The captain was searching along the caves for birds, as that is where they like to hang out, especially the Puffin, which I really wanted to see. We did see dozens of them, but I was never able to get a clear photo. They like to hide in the nooks and crannies of the rocks, and then fly away fast. This photo is the best I could get! I call it my “butt” puffin! This is how they hang out.
This is a photo from the internet of the puffin. There are two types: horned and tufted.
We were fortunate to see a second whale, and watched it for a while.
We encountered a very large group of sea lions sunning and playing along the rocks. They can get up to 1500 pounds, and love eating salmon. The locals are not fans of the sea lions because they eat so much of “their” fish.
This is an untouched photo. The Chugach Mountain range is many miles away, but this beautiful blue piece of ice was just floating along the water. The captain estimated it calved from the glacier months ago, as it was several miles away from Columbia Glacier.
We came across another big iceberg, and there was an Eagle sitting on it, in the upper left side.
As we got closer, it flew away.
It was really an amazing cruise, and we still had another hour to get up close to the glacier. It was also starting to get pretty cold, even though it is bright and sunny out!
The captain did an excellent job navigating around all the icebergs and growlers, which are the smaller pieces of ice.
Closer to the glacier the number of growlers increased, and we started to see Harbor Seals.
Our first view of the Columbia Glacier with the Chugach Mountains in the background. The Columbia Glacier is one of the most rapidly changing glaciers in the world. Since 1980 it has retreated 12 miles.
Zoomed in photo of the terminus of the glacier. The wall is 300 feet high.
The glacier is frequently calving, causing the water to be full of icebergs, making it difficult to get close to the glacier itself. The captain was able to get about 1/4 mile away.
The captain anchored the boat for a while, and the crew took photos for the guests. At this point, it was 37 degrees outside! I wish I would have brought my winter coat.
On our way back to the harbor in Valdez, we continued to pass amazing icebergs!
Saw some mountain goats on the cliffs.
And had a closer look at the terminal for the Alaska Pipeline.
By the time we returned to the dock, it was close to 9 pm (even though the pipeline photo looks like mid-afternoon!).

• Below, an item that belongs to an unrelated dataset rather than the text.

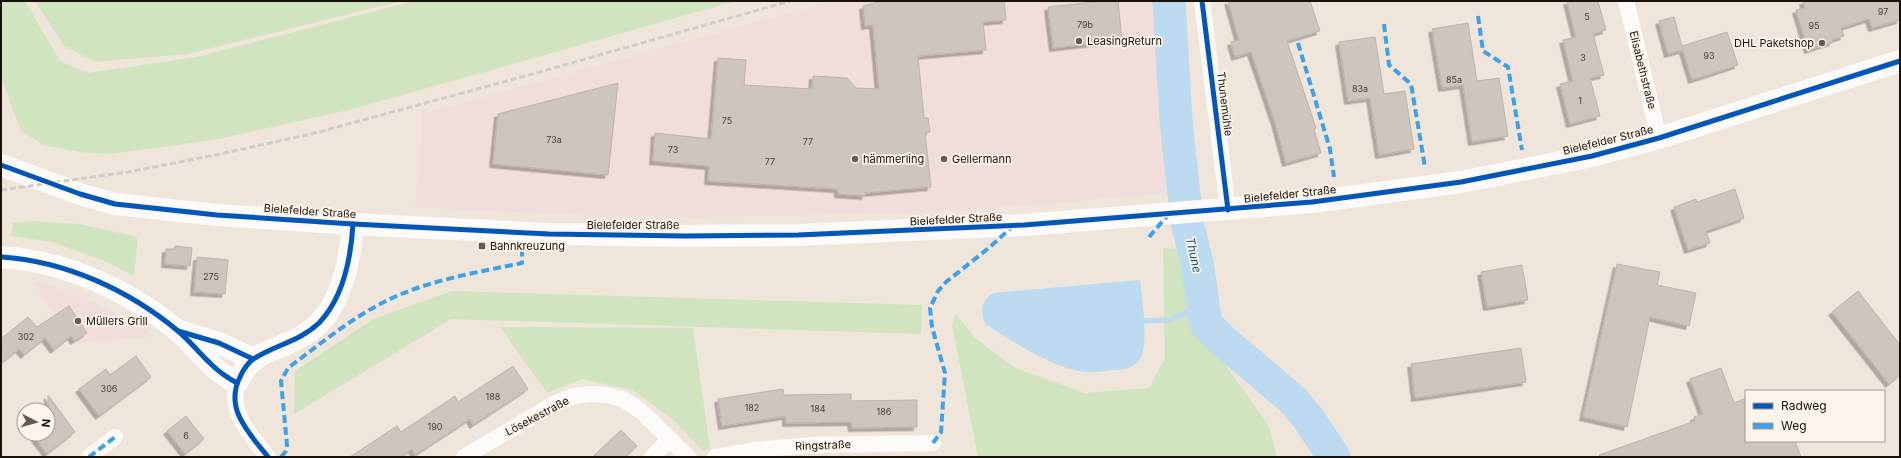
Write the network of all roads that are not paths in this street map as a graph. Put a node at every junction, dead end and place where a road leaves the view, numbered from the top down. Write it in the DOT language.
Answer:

It was a long, chilly day, but definitely worth it. A lifetime of memories from this cruise alone.
Quote of the day: “If you can’t be in awe of Mother Nature, there is something wrong with you.” – Alex Trebek
Thank you! Pictures do not do justice to the beauty!
Loved this blog and your photos! My friend, Beth Burgess worked on the Lulu Belle two summers, I believe. I think it was her favorite workamping job. Glad you got to ride on it.
I have heard they take work campers. It would be a lot of work for the crew, but good tips!
Wow what an adventure y’all are having, not only this boat trip but your entire trip. Thanks for sharing.